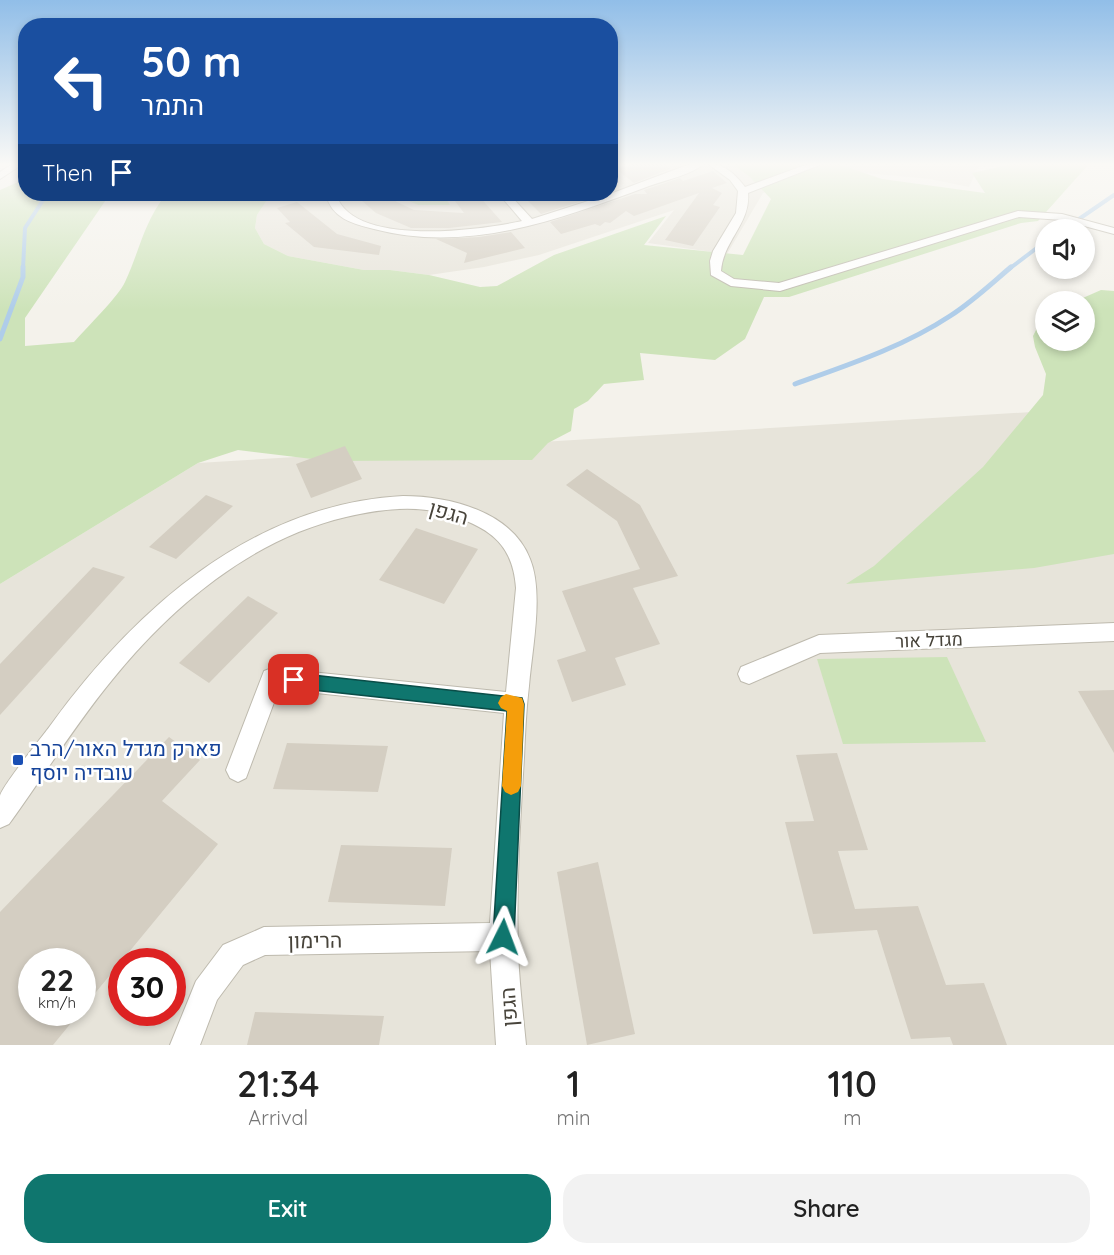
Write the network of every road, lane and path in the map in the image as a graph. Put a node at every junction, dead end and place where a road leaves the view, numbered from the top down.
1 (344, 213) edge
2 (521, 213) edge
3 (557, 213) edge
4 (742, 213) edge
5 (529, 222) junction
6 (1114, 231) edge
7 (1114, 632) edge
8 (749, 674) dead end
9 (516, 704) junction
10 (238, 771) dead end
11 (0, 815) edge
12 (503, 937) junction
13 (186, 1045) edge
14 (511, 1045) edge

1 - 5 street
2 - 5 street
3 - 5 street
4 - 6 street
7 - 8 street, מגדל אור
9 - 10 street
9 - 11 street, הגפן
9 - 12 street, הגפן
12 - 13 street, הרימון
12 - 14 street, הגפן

★ ★ ★

Your answer is an exact copy of the records above, stripped of pictures.

Write the network of every road, lane and path in the map in the image as a graph. Put a node at every junction, dead end and place where a road leaves the view, numbered from the top down.
1 (344, 213) edge
2 (521, 213) edge
3 (557, 213) edge
4 (742, 213) edge
5 (529, 222) junction
6 (1114, 231) edge
7 (1114, 632) edge
8 (749, 674) dead end
9 (516, 704) junction
10 (238, 771) dead end
11 (0, 815) edge
12 (503, 937) junction
13 (186, 1045) edge
14 (511, 1045) edge

1 - 5 street
2 - 5 street
3 - 5 street
4 - 6 street
7 - 8 street, מגדל אור
9 - 10 street
9 - 11 street, הגפן
9 - 12 street, הגפן
12 - 13 street, הרימון
12 - 14 street, הגפן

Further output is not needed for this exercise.